Par ailleurs, Uc et al.ont réalisé une étude sur route réelle dans laquelle les participants devaient détecter dans la scène routière des panneaux de signalisation ainsi que des points de repère spécifiques. Les résultats montrent que les patients en stade précoce de maladie d'Alzheimer ont détecté significativement moins de panneaux et de points de repère que les conducteurs âgés témoins. Les patients ont également effectué plus d’erreurs de conduite pendant la recherche visuelle. Ces faibles performances sur la route étaient significativement corrélées avec les résultats obtenus par les participants à la batterie de tests visuo-attentionnels (dont le CVU) utilisée.

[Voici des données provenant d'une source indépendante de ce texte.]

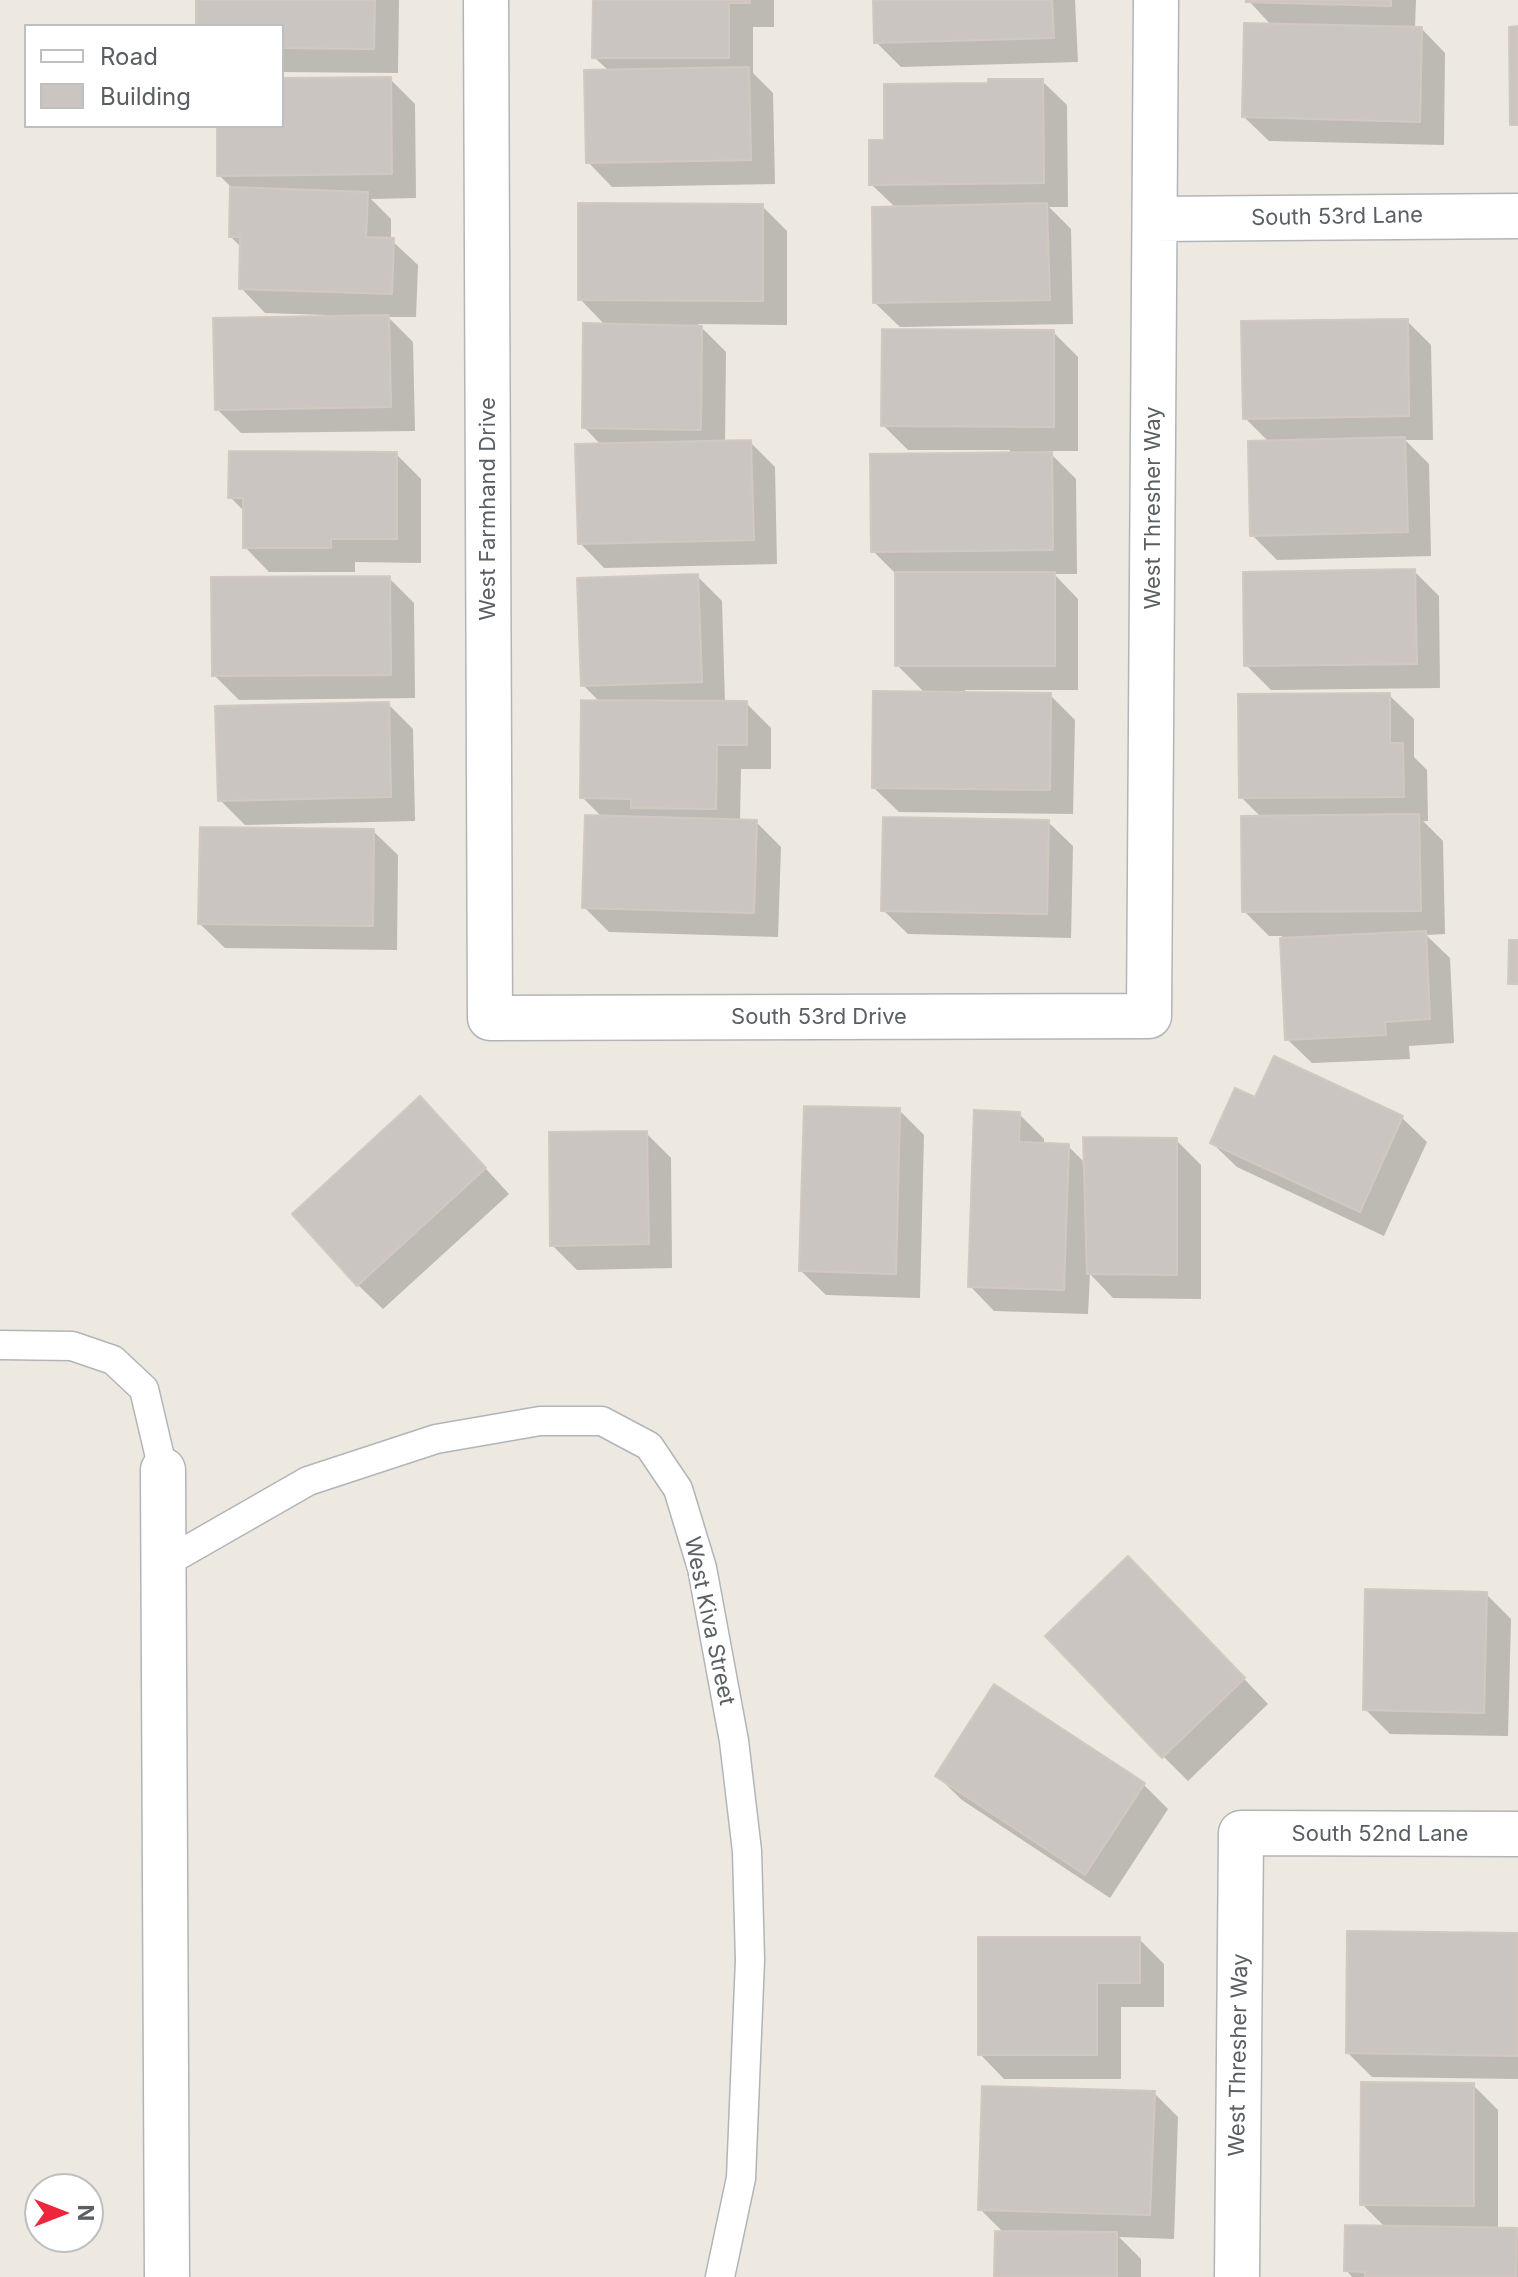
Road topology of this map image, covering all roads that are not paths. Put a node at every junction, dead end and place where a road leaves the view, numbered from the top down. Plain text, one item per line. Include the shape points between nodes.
1 (486, 0) edge
2 (1156, 0) edge
3 (1518, 216) edge
4 (1155, 219) junction
5 (1149, 1016) joint
6 (490, 1018) joint
7 (0, 1345) edge
8 (163, 1470) joint
9 (163, 1564) junction
10 (1241, 1833) joint
11 (1518, 1834) edge
12 (167, 2277) edge
13 (720, 2277) edge
14 (1237, 2277) edge

1 - 6 street, West Farmhand Drive
2 - 4 street, West Thresher Way
3 - 4 street, South 53rd Lane
4 - 5 street, West Thresher Way
5 - 6 street, South 53rd Drive
7 - 8 lane via 72,1346 113,1360 144,1389
8 - 9 street
9 - 12 street
9 - 13 lane, West Kiva Street via 308,1481 436,1439 540,1421 602,1421 649,1446 678,1489 702,1568 734,1741 747,1851 750,1960 741,2178
10 - 11 street, South 52nd Lane
10 - 14 street, West Thresher Way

En résumé, la réduction importante du CVU dans la maladie d'Alzheimer est un signe important de réduction des capacités de conduite automobile chez les patients en stade précoce de maladie d'Alzheimer. Cependant Rizzo et al., dans les différentes études citées plus hauts, insistent toujours sur le fait que, bien que les mesures de champ visuel utile et de vision dynamique soient presque toujours corrélées avec les performances en conduite mesurées en situation réelle, sur simulateur ou encore à l’aide de questionnaires , ces performances sont aussi très souvent expliquées par une réduction significative des performances aux tests cognitifs et en particulier aux tests du contrôle attentionnel. Reger et al.dans une méta-analyse, rapportent que parmi toutes les études qu’ils recensent, la majorité implique des évaluations de l’attention, et en particulier de l’attention visuelle sélective. Cependant, Reger et al. indiquent que ces études sont loin d’être consensuelles et que seule une petite partie montre des déficits attentionnels précis. De plus, ces études utilisent des évaluations relativement complexes de l’attention qui, selon Reger et al., se rapportent plutôt à une évaluation du fonctionnement exécutif et de la mémoire de travail. Ils insistent sur le fait que les études qui veulent montrer des liens significatifs entre performances de conduite et démence doivent utiliser ce type d’évaluations cognitives plus complexes et plus précises.